Caro prof. Veronesi, anche io non credo più
20 novembre 2014
A chi possiamo credere dopo Auschwitz?
Ha fatto scalpore la confessione di non-fede in Dio da parte del prof. Umberto Veronesi. Le anticipazioni del suo libro Il mestiere di un uomo proposte dalla stampa si concentrano su come un ragazzo cresciuto in ambiente cattolico abbia man mano perso la fede in Dio che gli era stata tramandata.
Sui social network le reazioni sono state le più scatenate e, come spesso capita, esagerate. Non ne parliamo.
E non discutiamo neanche se la guerra, Auschwitz e infine il cancro siano o meno prove della non esistenza di Dio. Sono cresciuto in un ambiente diverso dal prof. Veronesi, che non si preoccupava di dimostrare l’esistenza di Dio, perché troppo occupati a costruire la nostra relazione con Dio.
Immagino invece che il professore sia cresciuto in un ambiente dove l’esistenza di Dio è venduta come un’evidenza, come un qualcosa che si percepisce dalla bellezza della natura. La teologia scolastica, Anselmo e Tommaso hanno tramandato l’idea che la mente umana possa dimostrare l’esistenza di Dio. Ovviamente, questo vale se sei intelligente, mentre per chi è povero e ignorante c’è la “religiosità popolare”.
Meno male che la Riforma ha creduto nell’alfabetizzazione di massa… ma questa è un’altra storia.

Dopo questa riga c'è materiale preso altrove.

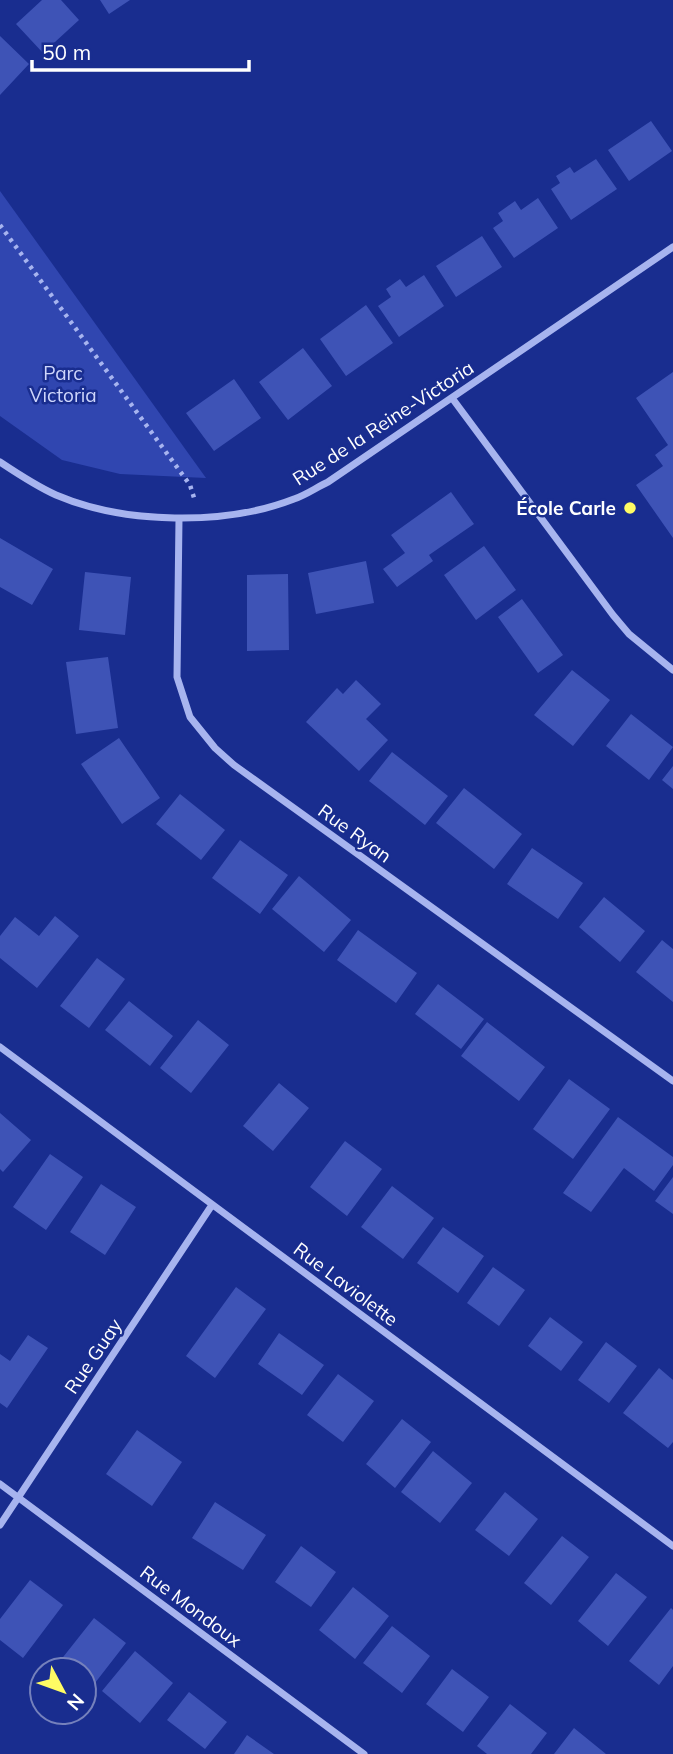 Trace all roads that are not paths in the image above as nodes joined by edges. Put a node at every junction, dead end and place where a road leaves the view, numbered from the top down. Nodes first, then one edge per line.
1 (673, 247) edge
2 (452, 398) junction
3 (0, 462) edge
4 (180, 519) junction
5 (673, 670) edge
6 (0, 1047) edge
7 (673, 1081) edge
8 (212, 1205) junction
9 (0, 1484) edge
10 (18, 1497) junction
11 (0, 1525) edge
12 (673, 1546) edge
13 (364, 1754) edge

1 - 2 street, Rue de la Reine-Victoria
2 - 4 street, Rue de la Reine-Victoria
2 - 5 street
3 - 4 street, Rue de la Reine-Victoria
4 - 7 street, Rue Ryan
6 - 8 street, Rue Laviolette
8 - 10 street, Rue Guay
8 - 12 street, Rue Laviolette
9 - 10 street, Rue Mondoux
10 - 11 street, Rue Guay
10 - 13 street, Rue Mondoux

Davanti a certe cose, però, devo ammettere che anche io perdo la fede: la guerra, Auschwitz, le violenze negli stadi e nelle periferie, le morti stupide e quelle più crudeli, lo stupro di donne e bambini. Sono tutte cose che mi fanno perdere la fede. La fede nell’essere umano.

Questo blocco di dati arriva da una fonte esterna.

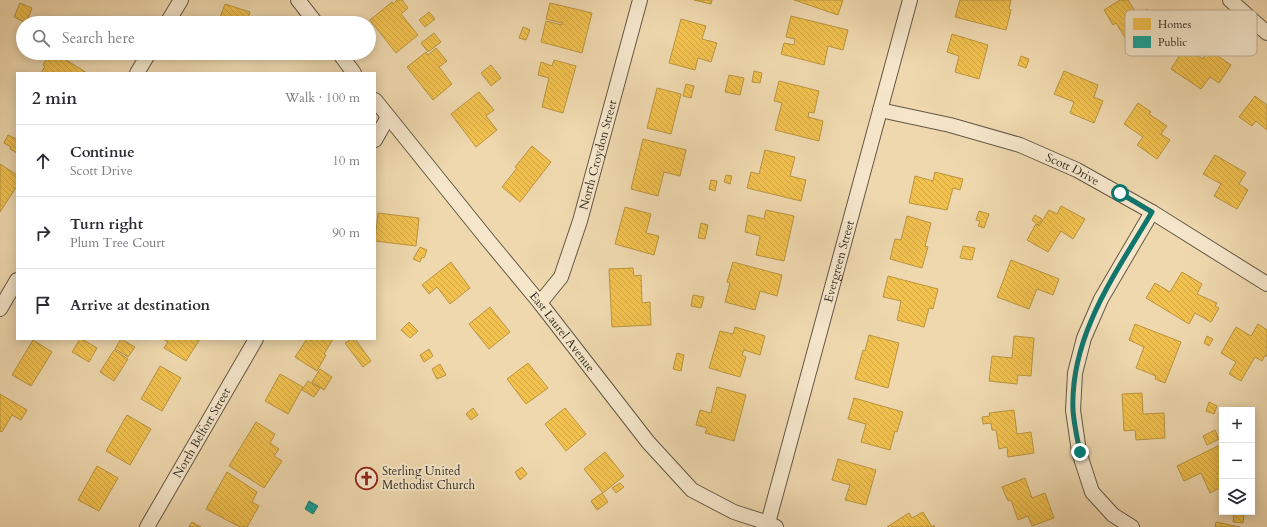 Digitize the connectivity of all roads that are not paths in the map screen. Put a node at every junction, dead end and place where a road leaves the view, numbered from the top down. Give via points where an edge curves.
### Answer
1 (181, 0) edge
2 (298, 0) edge
3 (640, 0) edge
4 (910, 0) edge
5 (1230, 0) edge
6 (1241, 10) edge
7 (171, 16) edge
8 (311, 16) edge
9 (1257, 24) edge
10 (1267, 33) edge
11 (145, 60) edge
12 (344, 60) edge
13 (138, 72) edge
14 (353, 72) edge
15 (376, 101) edge
16 (880, 110) junction
17 (388, 118) junction
18 (376, 138) edge
19 (1152, 212) junction
20 (16, 282) edge
21 (1267, 284) edge
22 (540, 303) junction
23 (0, 309) edge
24 (255, 340) edge
25 (772, 525) edge
26 (147, 527) edge
27 (1132, 527) edge

1 - 7 street
2 - 8 street
3 - 22 street, North Croydon Street via 580,221 562,277
4 - 16 street, Evergreen Street
5 - 6 street
9 - 10 street
11 - 13 street
12 - 14 street
15 - 17 street, East Laurel Avenue
16 - 19 street, Scott Drive via 950,124 1020,145 1077,170
16 - 25 street, Evergreen Street
17 - 18 street
17 - 22 street, East Laurel Avenue
19 - 21 street, Scott Drive
19 - 27 street via 1101,299 1084,338 1075,373 1073,410 1080,452 1092,492 1113,516
20 - 23 street
22 - 25 street, East Laurel Avenue via 648,442 692,490 734,512
24 - 26 street, North Belfort Street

Quell’essere umano che più di ogni altra specie animale su questa terra si è innalzata, che ha alzato lo sguardo al cielo, ha raggiunto lo spazio, ha allungato la propria vita contro i dettami della natura matrigna: davanti ad Auschwitz, all’umanità non credo più.
Nella nostra lingua attribuiamo all’aggettivo “umano” un connotato positivo e chi si dimostra violento e brutale viene definito “bestiale”. Eppure, davanti ad Auschwitz, davanti ai libri di storia che presentano i guerrieri come grandi uomini, mi pare che sia sempre meno onesto definire “bestie” tali uomini.
Davanti ai cancelli di Auschwitz, alla scritta beffarda «Il lavoro rende liberi», perdo la fede nell’umanità. Poi però vedo Umberto Veronesi e Rita Levi Montalcini. Poi guardo un film di Christopher Nolan e leggo un libro di Philip Dick. Poi ascolto Pharrell Williams che canta Happy. Poi vedo nel mio piccolo mondo un sorriso, una mano tesa verso il prossimo, due persone che si amano. E allora penso che la mia teoria non era del tutto corretta, che forse mi sbaglio, che l’essere umano non è capace solo di toccare gli abissi di malvagità, ma anche di amare.
Alcune situazioni, avvenimenti, notizie, immagini ci sconvolgono. Ma non è detto che ci diano il quadro completo.
Se dopo Auschwitz è possibile continuare a credere - con modestia e prudenza - nell’umanità, allora forse è possibile continuare a credere in Dio.